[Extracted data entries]
========
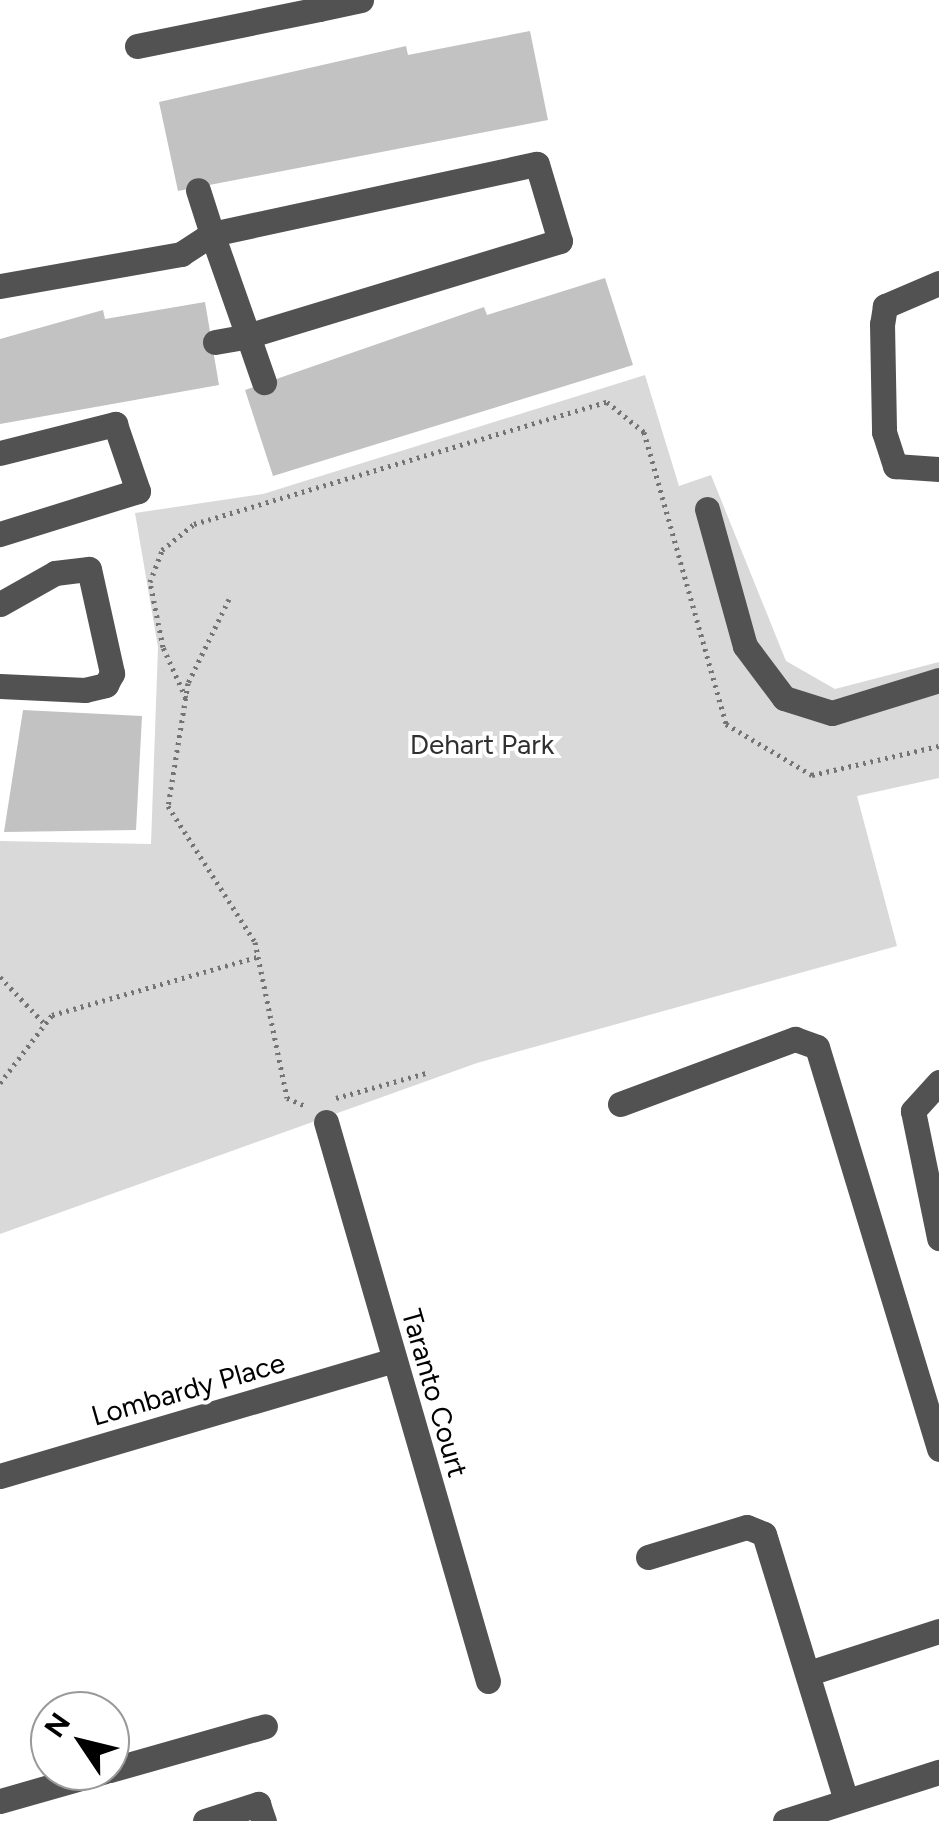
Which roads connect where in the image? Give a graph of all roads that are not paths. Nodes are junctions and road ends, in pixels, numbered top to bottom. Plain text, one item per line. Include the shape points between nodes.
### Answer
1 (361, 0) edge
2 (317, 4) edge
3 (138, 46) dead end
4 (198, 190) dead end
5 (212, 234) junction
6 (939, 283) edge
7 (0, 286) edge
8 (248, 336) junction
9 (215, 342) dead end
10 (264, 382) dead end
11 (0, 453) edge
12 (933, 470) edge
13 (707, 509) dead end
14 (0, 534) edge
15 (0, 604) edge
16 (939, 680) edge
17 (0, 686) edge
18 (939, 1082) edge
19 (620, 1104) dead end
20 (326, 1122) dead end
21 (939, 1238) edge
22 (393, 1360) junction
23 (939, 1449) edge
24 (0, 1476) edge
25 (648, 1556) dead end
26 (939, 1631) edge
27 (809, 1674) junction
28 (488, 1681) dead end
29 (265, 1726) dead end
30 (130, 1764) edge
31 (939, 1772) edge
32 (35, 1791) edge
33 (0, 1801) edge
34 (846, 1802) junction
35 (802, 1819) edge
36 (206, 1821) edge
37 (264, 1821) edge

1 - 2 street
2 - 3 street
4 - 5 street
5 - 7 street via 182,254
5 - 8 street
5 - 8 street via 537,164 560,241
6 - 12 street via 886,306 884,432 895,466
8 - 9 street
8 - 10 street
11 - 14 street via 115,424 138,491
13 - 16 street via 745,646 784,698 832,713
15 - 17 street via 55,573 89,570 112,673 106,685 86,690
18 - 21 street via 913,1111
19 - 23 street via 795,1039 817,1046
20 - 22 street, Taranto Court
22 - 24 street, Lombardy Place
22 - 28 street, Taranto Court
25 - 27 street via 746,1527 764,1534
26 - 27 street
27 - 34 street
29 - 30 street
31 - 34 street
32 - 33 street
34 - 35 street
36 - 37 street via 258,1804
========
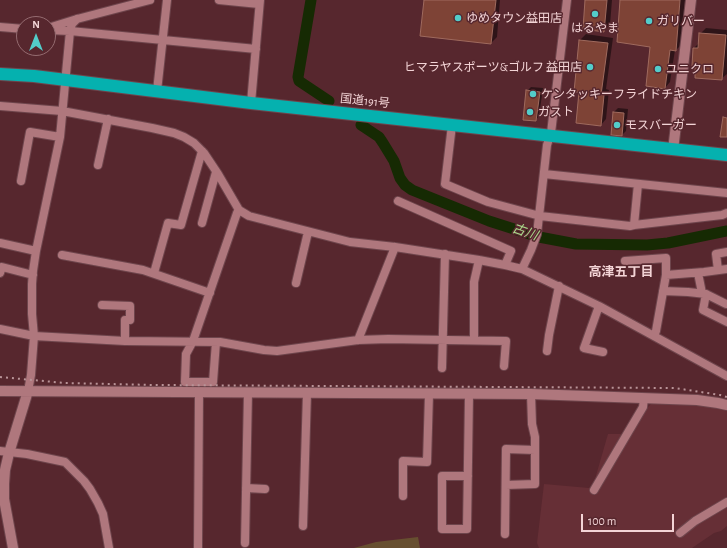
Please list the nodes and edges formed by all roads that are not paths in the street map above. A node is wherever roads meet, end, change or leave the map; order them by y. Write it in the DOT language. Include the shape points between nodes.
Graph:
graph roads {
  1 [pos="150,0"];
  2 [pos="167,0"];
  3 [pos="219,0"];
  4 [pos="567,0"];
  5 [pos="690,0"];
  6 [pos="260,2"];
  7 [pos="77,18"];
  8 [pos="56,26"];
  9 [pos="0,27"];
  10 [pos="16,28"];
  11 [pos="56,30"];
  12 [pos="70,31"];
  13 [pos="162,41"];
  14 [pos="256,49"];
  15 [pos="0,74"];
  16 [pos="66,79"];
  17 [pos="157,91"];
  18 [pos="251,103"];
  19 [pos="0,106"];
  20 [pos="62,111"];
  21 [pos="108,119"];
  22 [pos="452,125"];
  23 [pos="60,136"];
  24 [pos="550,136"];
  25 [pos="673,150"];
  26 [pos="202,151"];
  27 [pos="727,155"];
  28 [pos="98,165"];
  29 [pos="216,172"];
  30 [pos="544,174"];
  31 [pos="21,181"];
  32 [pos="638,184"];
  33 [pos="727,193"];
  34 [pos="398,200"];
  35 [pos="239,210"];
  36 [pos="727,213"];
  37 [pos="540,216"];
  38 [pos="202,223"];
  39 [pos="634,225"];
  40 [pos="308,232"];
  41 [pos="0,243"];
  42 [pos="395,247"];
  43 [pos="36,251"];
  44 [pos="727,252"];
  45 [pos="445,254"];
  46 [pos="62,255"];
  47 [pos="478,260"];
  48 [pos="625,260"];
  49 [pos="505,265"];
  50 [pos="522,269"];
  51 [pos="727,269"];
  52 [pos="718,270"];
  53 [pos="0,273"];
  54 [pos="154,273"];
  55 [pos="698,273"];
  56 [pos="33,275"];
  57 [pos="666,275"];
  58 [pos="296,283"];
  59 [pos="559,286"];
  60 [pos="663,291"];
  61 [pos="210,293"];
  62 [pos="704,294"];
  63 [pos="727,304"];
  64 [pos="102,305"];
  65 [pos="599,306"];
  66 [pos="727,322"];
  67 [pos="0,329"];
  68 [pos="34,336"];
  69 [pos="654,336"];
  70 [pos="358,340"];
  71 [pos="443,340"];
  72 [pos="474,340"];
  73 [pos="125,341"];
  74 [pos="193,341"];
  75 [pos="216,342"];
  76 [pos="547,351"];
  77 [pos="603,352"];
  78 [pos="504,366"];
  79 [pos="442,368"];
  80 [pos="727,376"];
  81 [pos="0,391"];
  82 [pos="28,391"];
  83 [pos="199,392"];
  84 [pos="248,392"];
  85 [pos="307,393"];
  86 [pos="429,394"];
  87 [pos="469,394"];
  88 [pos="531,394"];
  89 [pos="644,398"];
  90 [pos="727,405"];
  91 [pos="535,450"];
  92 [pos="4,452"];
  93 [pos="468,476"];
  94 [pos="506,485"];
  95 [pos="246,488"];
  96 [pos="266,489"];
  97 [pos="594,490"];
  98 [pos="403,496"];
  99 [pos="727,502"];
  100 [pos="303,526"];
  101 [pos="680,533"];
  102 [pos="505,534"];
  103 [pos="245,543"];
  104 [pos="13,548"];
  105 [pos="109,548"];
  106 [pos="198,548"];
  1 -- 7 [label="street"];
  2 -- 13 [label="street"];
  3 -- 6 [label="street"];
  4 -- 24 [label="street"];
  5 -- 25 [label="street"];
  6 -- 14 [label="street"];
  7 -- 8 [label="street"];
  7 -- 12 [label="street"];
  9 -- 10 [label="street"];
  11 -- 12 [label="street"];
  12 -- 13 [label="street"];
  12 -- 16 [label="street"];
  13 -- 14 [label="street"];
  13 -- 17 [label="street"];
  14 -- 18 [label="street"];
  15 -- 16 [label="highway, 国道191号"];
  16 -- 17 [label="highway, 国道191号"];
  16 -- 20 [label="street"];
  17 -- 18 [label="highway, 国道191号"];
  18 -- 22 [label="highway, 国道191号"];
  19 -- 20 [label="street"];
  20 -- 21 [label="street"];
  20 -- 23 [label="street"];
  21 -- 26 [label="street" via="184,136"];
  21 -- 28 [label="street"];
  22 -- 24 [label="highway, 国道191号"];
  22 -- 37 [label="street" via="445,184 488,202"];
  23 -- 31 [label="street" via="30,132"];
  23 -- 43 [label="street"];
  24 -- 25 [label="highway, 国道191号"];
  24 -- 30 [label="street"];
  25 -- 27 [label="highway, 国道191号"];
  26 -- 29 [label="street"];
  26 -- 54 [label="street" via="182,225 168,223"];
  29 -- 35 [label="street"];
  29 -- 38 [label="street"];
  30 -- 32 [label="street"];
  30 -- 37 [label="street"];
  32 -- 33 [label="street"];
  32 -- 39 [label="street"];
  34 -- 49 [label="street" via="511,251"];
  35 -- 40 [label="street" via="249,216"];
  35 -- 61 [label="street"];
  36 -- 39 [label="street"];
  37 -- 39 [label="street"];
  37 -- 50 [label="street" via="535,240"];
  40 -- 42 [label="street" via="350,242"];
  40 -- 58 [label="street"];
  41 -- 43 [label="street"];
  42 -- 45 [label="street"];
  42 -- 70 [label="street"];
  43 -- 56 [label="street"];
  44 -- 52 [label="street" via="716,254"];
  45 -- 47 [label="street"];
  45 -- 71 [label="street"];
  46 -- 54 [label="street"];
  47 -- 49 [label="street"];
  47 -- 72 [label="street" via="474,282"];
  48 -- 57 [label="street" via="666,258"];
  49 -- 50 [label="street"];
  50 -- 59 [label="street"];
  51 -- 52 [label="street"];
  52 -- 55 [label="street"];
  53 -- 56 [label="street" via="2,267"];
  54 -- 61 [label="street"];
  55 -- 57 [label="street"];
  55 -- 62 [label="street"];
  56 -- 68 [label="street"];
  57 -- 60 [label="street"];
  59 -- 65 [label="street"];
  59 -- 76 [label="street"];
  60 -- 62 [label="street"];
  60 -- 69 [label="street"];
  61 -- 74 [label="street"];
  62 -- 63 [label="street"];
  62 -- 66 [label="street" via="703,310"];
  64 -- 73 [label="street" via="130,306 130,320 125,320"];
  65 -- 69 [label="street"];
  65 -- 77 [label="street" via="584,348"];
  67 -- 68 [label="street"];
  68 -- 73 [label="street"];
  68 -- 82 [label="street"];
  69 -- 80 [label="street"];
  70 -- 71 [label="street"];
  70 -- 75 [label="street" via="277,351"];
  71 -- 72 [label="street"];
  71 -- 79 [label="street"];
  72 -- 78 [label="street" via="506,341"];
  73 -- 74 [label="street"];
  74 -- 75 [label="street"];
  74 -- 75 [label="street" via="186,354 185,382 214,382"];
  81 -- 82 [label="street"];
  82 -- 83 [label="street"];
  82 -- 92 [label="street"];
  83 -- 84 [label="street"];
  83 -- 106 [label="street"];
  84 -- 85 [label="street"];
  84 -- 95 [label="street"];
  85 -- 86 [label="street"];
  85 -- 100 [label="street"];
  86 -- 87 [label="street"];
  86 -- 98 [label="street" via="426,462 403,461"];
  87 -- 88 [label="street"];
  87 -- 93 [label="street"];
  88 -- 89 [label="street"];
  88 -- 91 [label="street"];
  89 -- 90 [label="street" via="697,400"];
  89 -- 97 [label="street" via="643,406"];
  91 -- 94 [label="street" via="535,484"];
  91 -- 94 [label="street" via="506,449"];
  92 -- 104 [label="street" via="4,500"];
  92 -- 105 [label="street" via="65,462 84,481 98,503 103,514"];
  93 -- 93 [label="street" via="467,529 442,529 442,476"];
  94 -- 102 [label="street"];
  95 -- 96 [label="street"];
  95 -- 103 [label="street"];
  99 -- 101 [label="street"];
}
========
▸ Work item
Say how many lines in the records hold the word "paths", giving the number by itself.

▸ Result
2